Data excerpts -
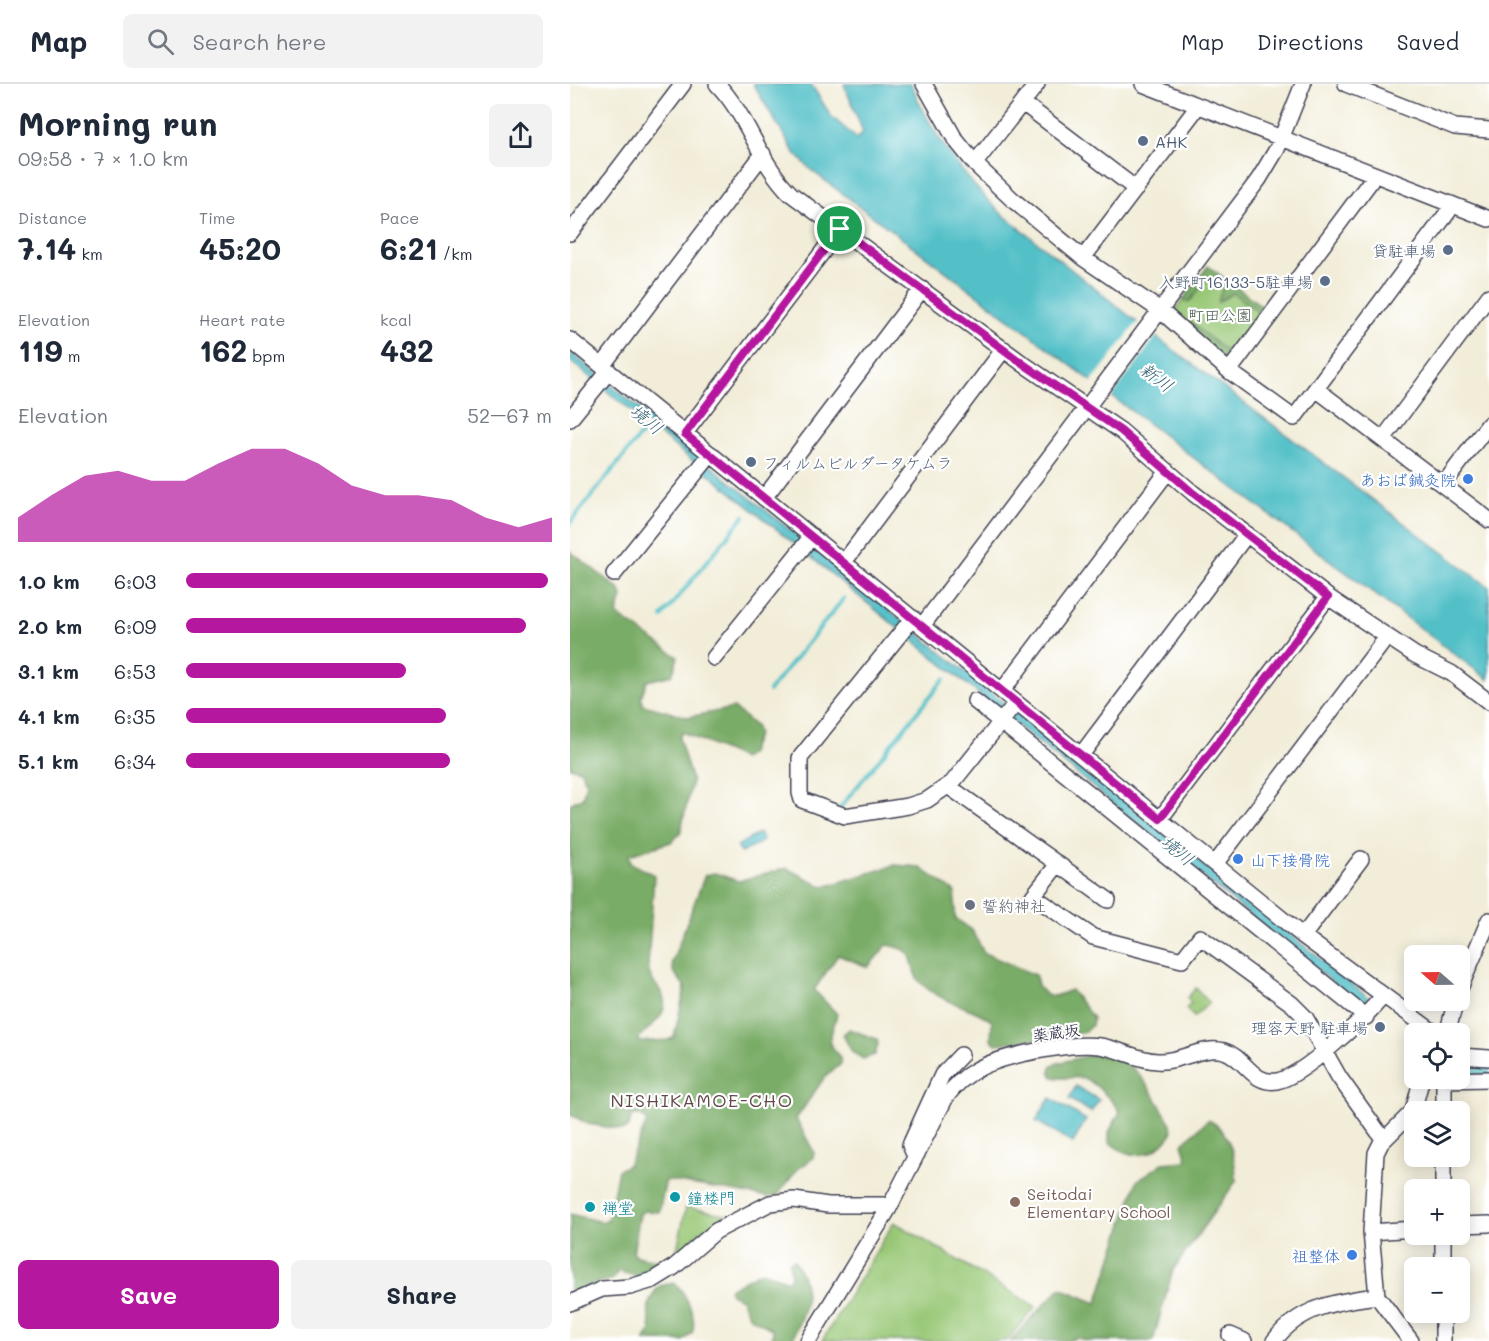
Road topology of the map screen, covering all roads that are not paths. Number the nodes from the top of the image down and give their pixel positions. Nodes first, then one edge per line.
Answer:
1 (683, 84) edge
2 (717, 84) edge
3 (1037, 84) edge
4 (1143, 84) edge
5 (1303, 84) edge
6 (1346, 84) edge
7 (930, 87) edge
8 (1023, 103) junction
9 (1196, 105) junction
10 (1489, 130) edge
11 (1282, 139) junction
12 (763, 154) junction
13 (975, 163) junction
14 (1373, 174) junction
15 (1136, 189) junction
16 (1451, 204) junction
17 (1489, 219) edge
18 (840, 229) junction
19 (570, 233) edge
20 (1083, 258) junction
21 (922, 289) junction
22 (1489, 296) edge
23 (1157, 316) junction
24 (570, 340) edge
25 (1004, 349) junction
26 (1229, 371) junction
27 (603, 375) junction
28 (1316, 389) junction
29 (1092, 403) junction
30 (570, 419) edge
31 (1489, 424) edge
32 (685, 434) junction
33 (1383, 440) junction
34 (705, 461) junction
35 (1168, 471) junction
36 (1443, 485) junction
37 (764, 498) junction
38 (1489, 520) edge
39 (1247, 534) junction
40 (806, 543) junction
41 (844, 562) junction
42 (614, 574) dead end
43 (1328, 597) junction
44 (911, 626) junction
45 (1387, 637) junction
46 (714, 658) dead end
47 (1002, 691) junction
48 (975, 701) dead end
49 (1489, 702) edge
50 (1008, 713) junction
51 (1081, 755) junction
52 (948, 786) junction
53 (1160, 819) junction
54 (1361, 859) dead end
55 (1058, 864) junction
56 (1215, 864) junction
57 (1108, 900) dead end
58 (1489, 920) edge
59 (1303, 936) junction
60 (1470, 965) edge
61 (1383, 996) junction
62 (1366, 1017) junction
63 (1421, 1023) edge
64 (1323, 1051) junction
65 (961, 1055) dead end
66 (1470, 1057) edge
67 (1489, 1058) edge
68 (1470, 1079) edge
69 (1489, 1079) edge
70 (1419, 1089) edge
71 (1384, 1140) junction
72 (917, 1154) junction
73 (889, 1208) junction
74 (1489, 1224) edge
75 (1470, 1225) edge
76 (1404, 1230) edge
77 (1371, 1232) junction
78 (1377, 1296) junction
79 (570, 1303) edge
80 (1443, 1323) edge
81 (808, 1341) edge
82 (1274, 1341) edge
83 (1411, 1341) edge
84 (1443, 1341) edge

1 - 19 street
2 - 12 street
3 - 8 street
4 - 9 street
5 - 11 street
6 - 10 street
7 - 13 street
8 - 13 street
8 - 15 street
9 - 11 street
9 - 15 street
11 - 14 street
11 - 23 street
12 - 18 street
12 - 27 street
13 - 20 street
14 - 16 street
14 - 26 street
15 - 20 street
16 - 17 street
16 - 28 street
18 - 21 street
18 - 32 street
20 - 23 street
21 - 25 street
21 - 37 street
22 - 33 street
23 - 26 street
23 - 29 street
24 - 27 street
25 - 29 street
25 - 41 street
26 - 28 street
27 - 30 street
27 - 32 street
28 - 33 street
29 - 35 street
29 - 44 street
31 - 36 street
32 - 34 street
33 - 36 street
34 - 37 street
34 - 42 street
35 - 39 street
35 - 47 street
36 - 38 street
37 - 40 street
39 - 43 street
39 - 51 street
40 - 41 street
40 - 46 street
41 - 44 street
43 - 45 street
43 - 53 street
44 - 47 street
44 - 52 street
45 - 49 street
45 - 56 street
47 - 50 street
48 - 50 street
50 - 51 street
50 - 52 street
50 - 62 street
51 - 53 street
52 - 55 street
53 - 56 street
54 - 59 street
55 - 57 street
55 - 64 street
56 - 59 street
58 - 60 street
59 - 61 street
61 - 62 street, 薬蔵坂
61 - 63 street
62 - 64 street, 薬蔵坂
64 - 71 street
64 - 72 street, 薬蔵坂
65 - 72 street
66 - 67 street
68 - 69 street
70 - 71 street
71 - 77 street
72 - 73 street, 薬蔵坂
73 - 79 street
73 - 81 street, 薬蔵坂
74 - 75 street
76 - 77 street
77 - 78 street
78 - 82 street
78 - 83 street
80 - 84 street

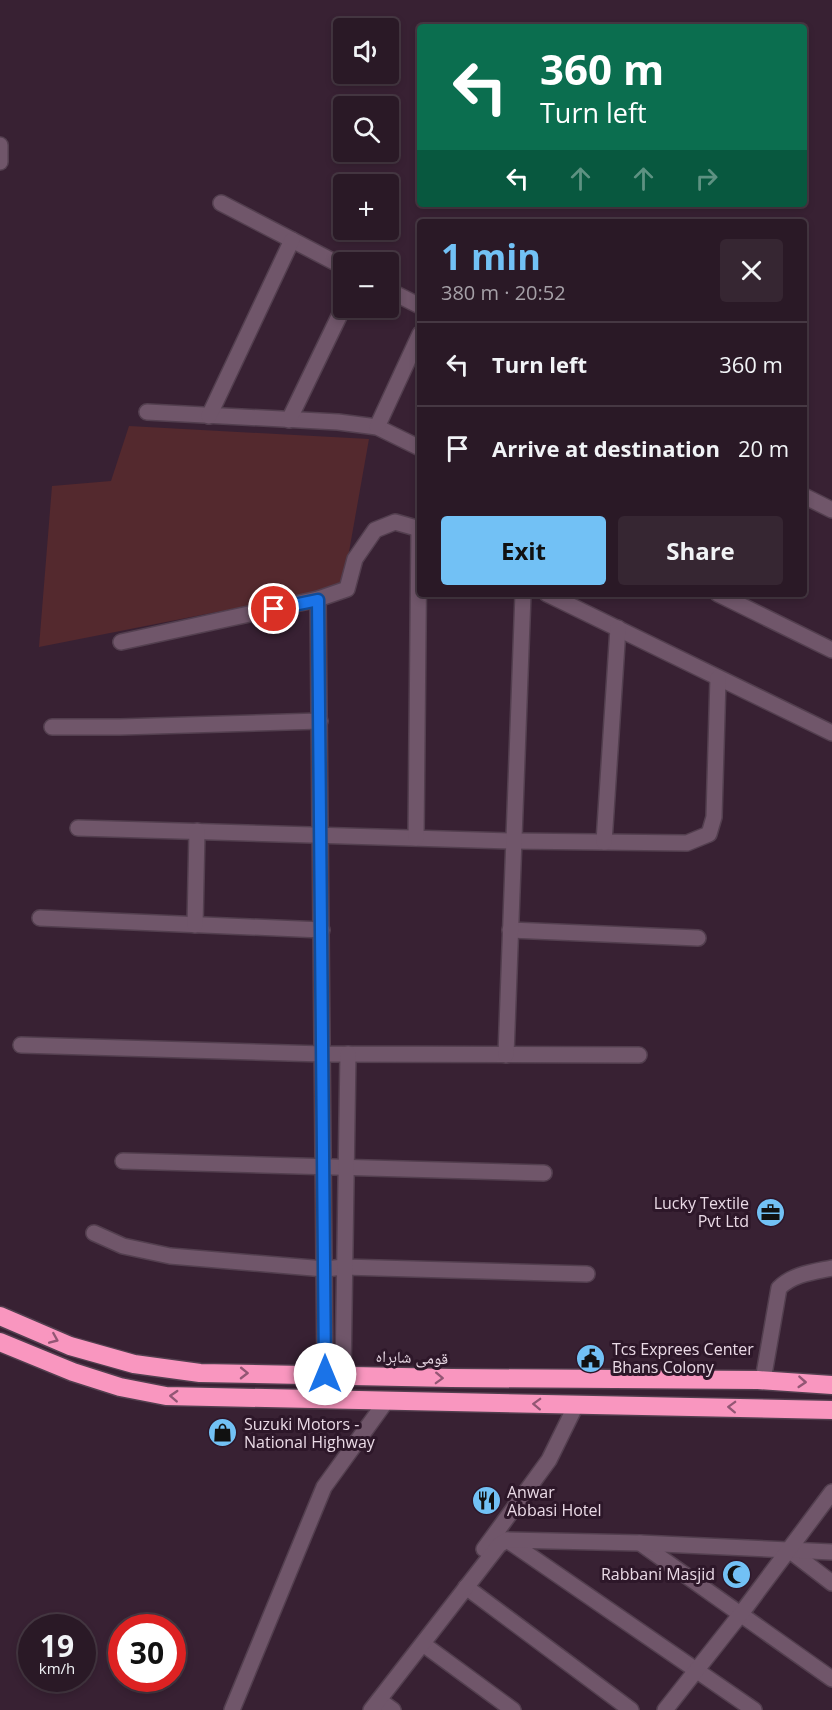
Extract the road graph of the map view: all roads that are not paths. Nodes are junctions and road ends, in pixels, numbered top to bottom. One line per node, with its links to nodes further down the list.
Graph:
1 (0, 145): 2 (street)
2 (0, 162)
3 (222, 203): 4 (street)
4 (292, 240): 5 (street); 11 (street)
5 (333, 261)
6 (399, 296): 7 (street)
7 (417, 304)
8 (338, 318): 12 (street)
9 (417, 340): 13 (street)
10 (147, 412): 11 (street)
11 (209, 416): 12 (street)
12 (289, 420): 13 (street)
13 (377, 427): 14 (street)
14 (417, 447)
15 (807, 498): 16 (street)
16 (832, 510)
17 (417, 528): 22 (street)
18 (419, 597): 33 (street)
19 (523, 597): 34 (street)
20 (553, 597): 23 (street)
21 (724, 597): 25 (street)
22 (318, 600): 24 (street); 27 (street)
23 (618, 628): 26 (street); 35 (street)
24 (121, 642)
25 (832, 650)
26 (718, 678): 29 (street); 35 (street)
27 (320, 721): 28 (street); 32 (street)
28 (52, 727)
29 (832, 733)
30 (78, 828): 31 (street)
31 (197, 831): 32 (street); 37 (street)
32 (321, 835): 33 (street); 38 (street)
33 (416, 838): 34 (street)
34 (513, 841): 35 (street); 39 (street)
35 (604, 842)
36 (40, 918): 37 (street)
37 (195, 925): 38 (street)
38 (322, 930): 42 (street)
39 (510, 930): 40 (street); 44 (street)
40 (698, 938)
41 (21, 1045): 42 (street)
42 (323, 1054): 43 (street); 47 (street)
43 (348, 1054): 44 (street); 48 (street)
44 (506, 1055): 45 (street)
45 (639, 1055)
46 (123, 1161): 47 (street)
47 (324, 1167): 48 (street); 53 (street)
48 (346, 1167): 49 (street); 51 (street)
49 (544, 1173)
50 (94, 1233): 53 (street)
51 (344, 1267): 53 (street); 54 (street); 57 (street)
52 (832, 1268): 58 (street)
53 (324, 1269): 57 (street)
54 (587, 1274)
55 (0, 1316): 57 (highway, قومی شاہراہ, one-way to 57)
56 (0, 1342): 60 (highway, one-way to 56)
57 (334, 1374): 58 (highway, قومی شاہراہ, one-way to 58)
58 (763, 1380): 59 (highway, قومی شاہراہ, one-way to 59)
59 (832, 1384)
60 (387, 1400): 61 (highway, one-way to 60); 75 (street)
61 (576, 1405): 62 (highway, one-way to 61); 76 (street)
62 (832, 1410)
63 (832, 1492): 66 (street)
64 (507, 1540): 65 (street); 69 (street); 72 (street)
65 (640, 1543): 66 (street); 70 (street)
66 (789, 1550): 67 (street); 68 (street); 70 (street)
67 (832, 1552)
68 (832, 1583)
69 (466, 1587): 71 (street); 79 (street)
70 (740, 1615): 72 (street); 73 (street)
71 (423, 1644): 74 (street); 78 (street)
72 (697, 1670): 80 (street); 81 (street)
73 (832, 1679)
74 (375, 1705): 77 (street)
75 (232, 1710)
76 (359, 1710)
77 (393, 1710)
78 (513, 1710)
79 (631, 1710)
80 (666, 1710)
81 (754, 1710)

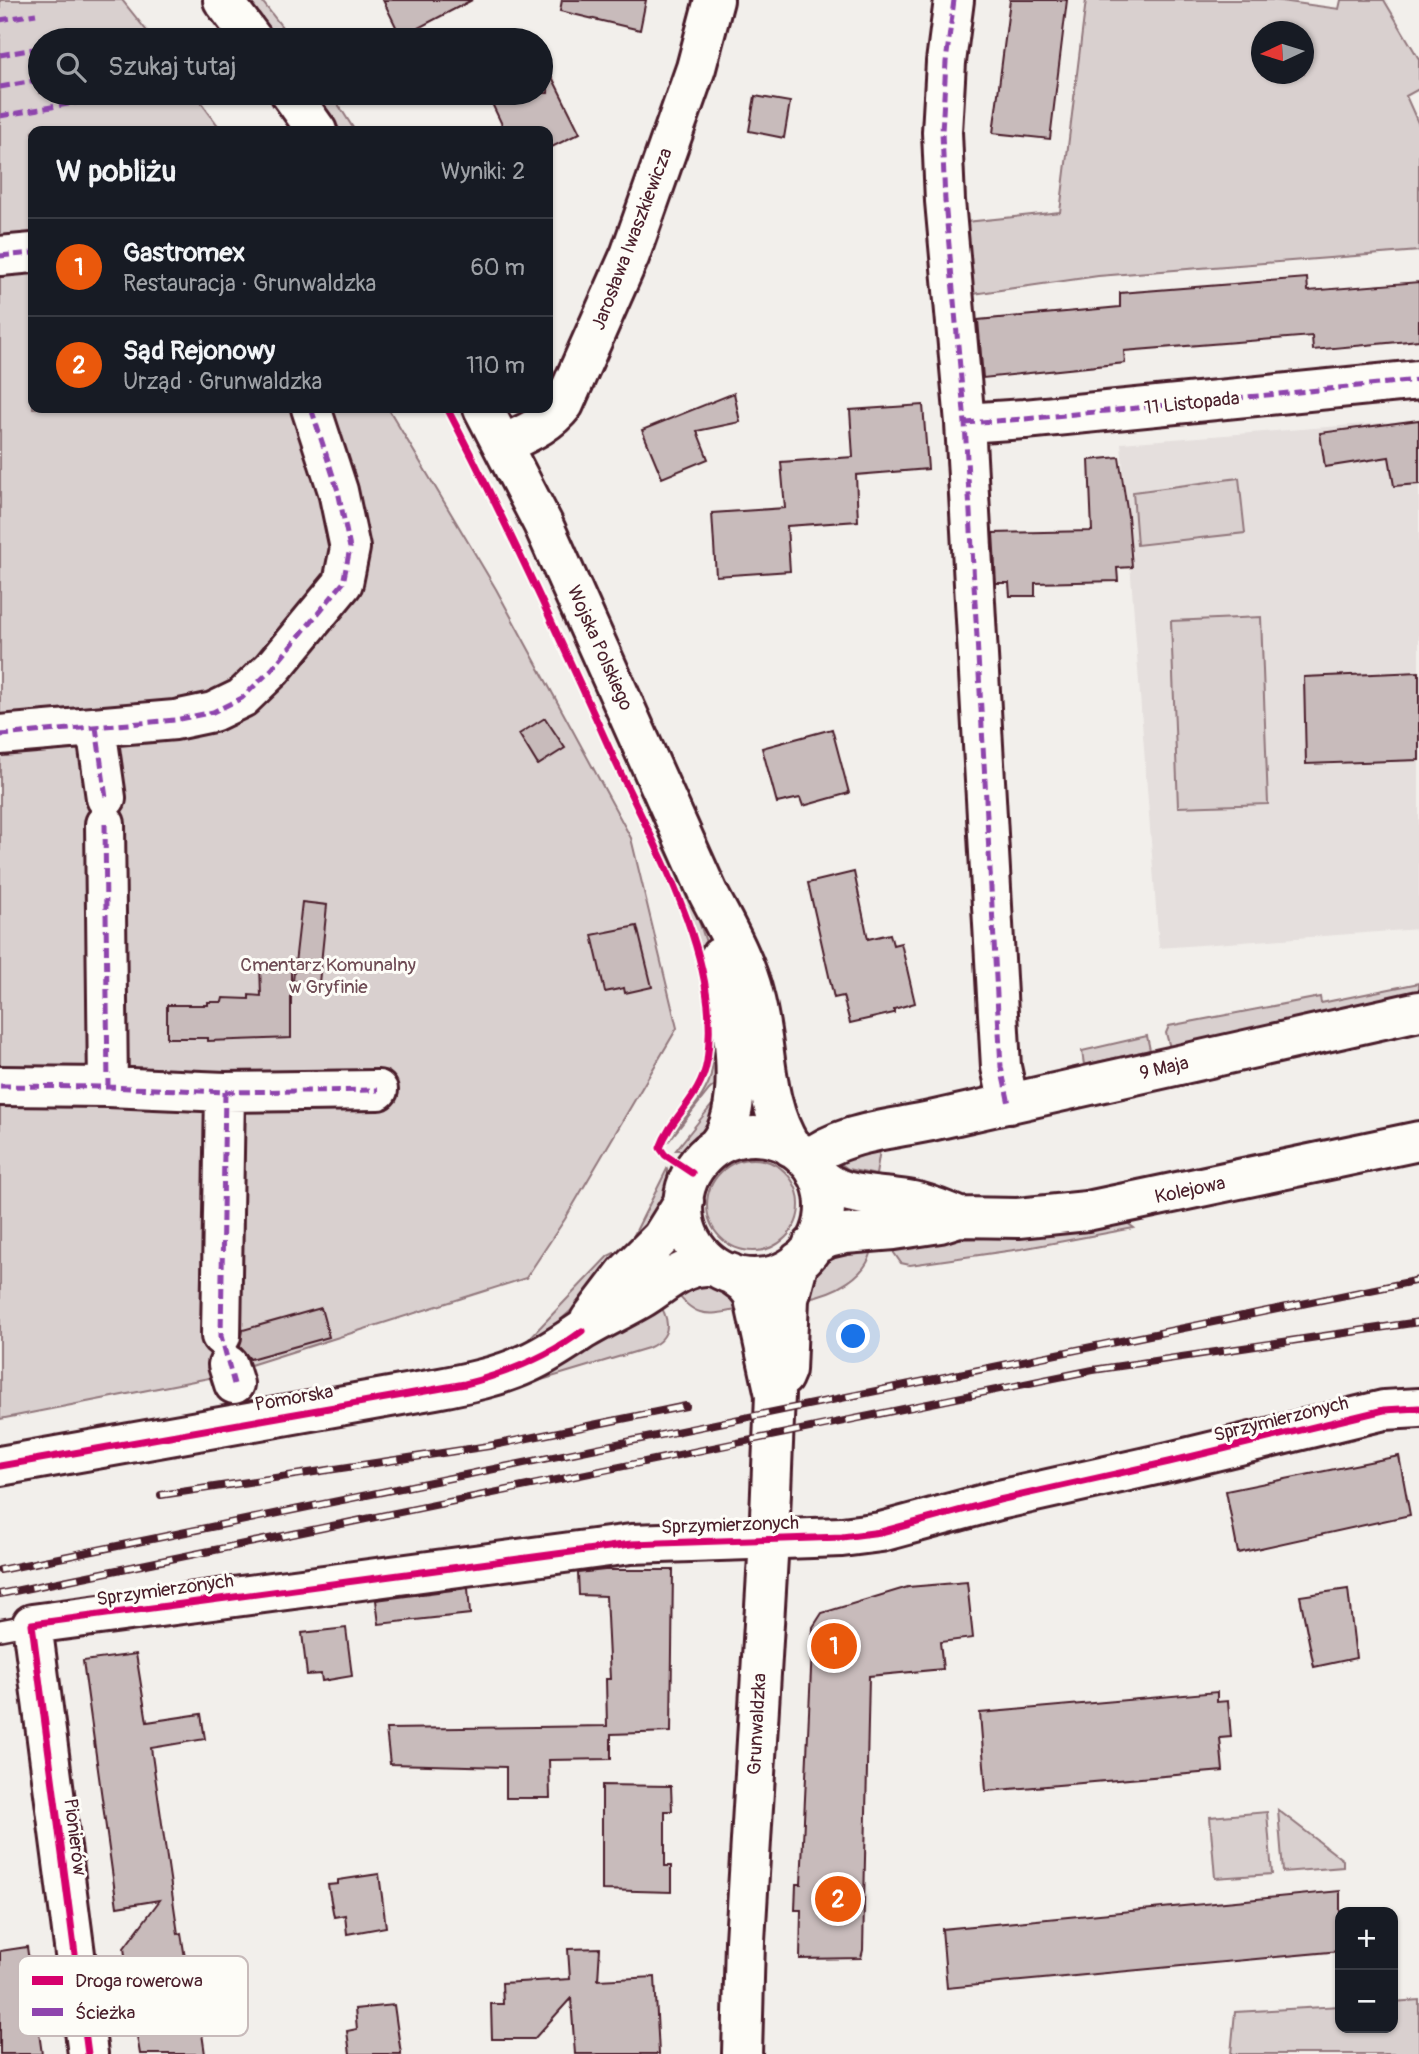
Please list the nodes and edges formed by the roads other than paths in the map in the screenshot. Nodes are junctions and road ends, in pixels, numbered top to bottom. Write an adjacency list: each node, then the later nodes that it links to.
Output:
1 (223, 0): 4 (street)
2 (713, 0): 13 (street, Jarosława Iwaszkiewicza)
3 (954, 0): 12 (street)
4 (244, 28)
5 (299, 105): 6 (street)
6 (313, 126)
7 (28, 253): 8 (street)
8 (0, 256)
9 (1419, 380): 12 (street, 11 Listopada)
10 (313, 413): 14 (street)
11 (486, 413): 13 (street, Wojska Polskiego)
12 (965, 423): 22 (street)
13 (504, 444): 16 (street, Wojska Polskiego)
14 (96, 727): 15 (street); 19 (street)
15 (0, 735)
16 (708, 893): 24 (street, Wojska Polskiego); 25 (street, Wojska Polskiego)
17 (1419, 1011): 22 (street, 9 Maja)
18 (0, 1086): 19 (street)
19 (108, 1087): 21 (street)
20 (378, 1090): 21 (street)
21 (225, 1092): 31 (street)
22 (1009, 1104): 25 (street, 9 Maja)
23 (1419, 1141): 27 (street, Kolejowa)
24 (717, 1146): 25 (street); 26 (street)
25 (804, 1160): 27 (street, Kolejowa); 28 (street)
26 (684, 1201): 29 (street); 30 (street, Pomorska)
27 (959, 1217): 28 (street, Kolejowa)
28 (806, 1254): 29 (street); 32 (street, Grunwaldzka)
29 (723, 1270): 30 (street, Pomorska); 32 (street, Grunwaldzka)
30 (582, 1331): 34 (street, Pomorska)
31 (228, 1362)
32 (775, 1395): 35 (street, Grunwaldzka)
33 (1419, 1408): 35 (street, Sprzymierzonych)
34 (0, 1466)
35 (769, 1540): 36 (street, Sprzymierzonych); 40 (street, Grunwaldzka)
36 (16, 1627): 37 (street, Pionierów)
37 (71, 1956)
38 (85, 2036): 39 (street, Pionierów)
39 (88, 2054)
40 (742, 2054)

Directions for this task -
Find the lines above holding the word "then" and show them.

Written solution -
Road topology of the map screen, covering all roads that are not paths. Number the nodes from the top of the image down and give their pixel positions. Nodes first, then one edge per line.
Please list the nodes and edges formed by the roads other than paths in the map in the screenshot. Nodes are junctions and road ends, in pixels, numbered top to bottom. Write an adjacency list: each node, then the later nodes that it links to.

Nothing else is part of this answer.